Figures from Oxfam showed that almost one in five of the poorest third of neighbourhoods in England were hit by floods between 1990 and 2013, compared to just one in 18 of the top ten per cent.
"This winter's floods dramatically demonstrated that people in the UK will not be immune from the effects of climate change," Sally Copley, Oxfam's head of UK policy, said.
"Not only are poor people hurt most by extreme weather events, they are also most vulnerable to food shortages and price increases."
The research comes after the UK's wettest winter since records began more than 200 years ago, with more than 5,000 homes and thousands of hectares of farmland across England and Wales going under water.

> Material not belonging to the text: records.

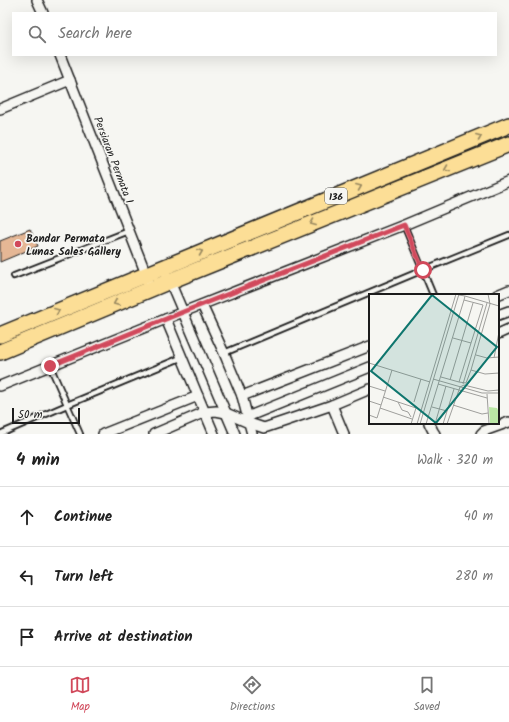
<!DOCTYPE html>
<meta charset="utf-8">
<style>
:root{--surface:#fff;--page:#f2f2f2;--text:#222;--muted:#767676;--line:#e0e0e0;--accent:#d1495b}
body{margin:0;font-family:Kalam,sans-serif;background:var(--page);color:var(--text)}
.scale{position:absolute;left:12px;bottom:10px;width:68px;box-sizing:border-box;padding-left:4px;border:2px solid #1c1c1c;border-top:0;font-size:11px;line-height:14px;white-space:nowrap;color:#1c1c1c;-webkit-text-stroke:3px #f6f6f2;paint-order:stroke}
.stop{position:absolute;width:12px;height:12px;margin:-9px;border:3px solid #d1495b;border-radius:50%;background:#fff}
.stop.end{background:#d1495b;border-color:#fff;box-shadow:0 1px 4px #0008}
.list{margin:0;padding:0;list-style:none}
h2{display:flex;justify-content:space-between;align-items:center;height:52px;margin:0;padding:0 16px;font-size:17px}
h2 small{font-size:13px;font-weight:400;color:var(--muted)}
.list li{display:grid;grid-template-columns:26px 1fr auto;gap:12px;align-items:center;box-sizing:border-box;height:60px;padding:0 16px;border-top:1px solid var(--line)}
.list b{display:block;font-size:15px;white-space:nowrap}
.list em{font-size:13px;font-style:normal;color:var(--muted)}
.icon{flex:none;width:22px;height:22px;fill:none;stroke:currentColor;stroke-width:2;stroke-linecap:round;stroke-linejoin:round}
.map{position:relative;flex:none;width:509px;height:434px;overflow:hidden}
.search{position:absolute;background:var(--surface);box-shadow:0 4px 16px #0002;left:12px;right:12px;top:12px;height:44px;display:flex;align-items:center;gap:10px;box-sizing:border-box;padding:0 14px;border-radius:0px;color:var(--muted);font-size:15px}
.sheet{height:232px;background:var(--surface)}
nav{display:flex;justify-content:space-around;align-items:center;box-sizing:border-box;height:56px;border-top:1px solid var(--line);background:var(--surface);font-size:11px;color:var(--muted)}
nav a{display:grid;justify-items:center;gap:2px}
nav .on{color:var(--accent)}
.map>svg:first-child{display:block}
</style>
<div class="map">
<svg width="509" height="434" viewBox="0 0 509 434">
<rect width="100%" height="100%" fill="#f6f6f2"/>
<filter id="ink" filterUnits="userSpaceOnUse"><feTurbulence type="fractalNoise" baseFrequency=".025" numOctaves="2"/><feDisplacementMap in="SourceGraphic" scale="8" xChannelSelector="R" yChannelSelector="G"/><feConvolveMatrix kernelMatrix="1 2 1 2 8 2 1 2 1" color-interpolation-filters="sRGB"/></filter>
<g filter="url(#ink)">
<path fill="#e5b795" stroke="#1c1c1c" d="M30,229L38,246L0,262V241Z"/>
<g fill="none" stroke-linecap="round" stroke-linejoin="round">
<g stroke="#1c1c1c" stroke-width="8">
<g id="lane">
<path d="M404,225L433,295"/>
<path d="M14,276L129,231"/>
<path d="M224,353L423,270L509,235"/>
<path d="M50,366L80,434"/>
<path d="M0,434L67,405L183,357"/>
</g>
</g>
<g stroke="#1c1c1c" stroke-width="12">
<g id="street">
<path d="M37,0L43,13"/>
<path d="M60,55L148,279"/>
<path d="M0,109L70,80"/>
<path d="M168,277L235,434"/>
<path d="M497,295L509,290"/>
<path d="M202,305L224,353L242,396L370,346"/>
<path d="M498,315L509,311"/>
<path d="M166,319L198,396L214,434"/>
<path d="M498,334L509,329"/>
<path d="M0,386L183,312L404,225L509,181"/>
<path d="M242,396L249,423L264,428L332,405L370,389"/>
<path d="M332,405L344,434"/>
<path d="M247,417L370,367"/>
<path d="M429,423L433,431L435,434"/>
<path d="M103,434L198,396"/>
<path d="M154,434L205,412L216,411L226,413L249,423L252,434"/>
<path d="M481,434L484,431L509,422"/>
</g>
</g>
<g stroke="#1c1c1c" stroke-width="18">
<g id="primary">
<path d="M0,335L509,125"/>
<path d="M0,352L170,281L509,144"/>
</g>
</g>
<use href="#lane" stroke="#f6f6f2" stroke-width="4.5"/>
<use href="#street" stroke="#f6f6f2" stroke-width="9"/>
<use href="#primary" stroke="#fcde96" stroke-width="15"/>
</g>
<defs><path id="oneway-chevron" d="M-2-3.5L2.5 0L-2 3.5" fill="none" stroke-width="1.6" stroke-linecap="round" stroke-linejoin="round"/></defs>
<g stroke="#97875f">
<use href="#oneway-chevron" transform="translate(479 137) rotate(-22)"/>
<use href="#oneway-chevron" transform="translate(447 169) rotate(158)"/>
<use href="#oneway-chevron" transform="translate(359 187) rotate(-22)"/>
<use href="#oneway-chevron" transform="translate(313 223) rotate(158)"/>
<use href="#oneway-chevron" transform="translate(200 252) rotate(-22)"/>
<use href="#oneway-chevron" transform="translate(116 303) rotate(157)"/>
<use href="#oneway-chevron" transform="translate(57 311) rotate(-22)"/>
</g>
</g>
<g fill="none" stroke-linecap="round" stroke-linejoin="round" filter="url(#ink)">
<path stroke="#d1495b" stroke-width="5" d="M50,366L183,312L404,225L423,270"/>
</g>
<circle fill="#d1495b" stroke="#f6f6f2" stroke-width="1.5" cx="18" cy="244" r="4"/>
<g text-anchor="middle" stroke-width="3.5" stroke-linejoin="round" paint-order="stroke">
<rect fill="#f6f6f2" stroke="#5d5d5c" stroke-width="1" x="325" y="188" width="22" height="16" rx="3"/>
<g font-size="10" font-weight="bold" fill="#1c1c1c">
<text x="336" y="200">136</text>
</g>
<g font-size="11" fill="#1c1c1c" stroke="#f6f6f2">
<text transform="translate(114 160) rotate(69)" y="4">Persiaran Permata 1</text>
</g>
<g font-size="11" font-weight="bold" fill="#1c1c1c" stroke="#f6f6f2" text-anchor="start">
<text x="26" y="242">Bandar Permata<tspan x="26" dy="13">Lunas Sales Gallery</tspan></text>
</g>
</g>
<g transform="translate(369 294)">
<rect width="130" height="130" fill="#f6f6f2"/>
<path d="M130,102V130H121L120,113L128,114L130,118Z" fill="#bae7a5"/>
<path fill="none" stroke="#9f9f9c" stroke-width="1" d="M96,2L130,12M84,44L102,49M107,61L118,64L130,63M125,64L130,38M0,69L61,88M102,76L116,80L130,79M72,83L90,88L102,49L114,11L95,6M64,85L113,99H130M81,86L104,9M90,88L97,89L102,76L121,10L119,0M69,90L118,104M94,90L118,9M0,92L16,97M118,100L120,130M14,103L47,114L42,130M0,107L12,111M29,108L33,116L39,118L42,123M45,108L52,85M84,111L113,120L119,119M63,113L78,117M11,114L43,125M0,121L8,124L23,76M48,130L87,0M51,130L90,0M57,130L95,6L96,2L90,1M66,130L77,92M74,130L85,95M78,130L91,93L95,91L119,97L130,96"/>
<path fill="#0f766e" fill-opacity="0.15" stroke="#0f766e" stroke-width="2" d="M63,1L128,53L67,129L2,77Z"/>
<rect width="130" height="130" fill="none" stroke="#1c1c1c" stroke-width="2"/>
</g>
</svg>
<div class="scale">50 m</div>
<div class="stop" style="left:423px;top:270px"></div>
<div class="stop end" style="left:50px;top:366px"></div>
<div class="search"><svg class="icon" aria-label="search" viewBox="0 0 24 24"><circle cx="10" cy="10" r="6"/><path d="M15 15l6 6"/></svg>Search here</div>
</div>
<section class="sheet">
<h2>4 min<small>Walk · 320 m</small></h2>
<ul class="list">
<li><svg class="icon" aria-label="ahead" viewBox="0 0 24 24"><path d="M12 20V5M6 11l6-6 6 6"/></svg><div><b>Continue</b></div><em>40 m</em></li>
<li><svg class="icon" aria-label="left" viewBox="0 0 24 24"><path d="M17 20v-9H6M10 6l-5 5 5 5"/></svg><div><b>Turn left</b></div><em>280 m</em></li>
<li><svg class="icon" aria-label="arrive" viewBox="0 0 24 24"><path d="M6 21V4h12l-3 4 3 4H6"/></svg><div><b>Arrive at destination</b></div></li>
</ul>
</section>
<nav>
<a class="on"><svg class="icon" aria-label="map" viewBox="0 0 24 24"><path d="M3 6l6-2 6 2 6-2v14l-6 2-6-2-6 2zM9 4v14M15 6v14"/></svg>Map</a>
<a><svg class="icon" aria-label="directions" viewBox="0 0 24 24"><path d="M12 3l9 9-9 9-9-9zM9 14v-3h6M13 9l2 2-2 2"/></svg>Directions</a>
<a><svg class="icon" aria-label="saved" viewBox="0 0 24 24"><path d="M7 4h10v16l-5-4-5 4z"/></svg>Saved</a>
</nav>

Prime minister David Cameron accepted that the floods were likely to be the result of climate change, although he faced criticism for keeping Owen Paterson, a leading climate change sceptic, as his environment secretary.
The intergovernmental panel on climate change's fifth assessment report on climate impacts, which will be published later this month, is expected to warn of declines in global agricultural yields of up to two per cent each decade, amid a 14% per decade increase in food demand.
Experts warn that the global economy could therefore be about to enter a period of volatile food prices, which would hurt poor consumers most of all.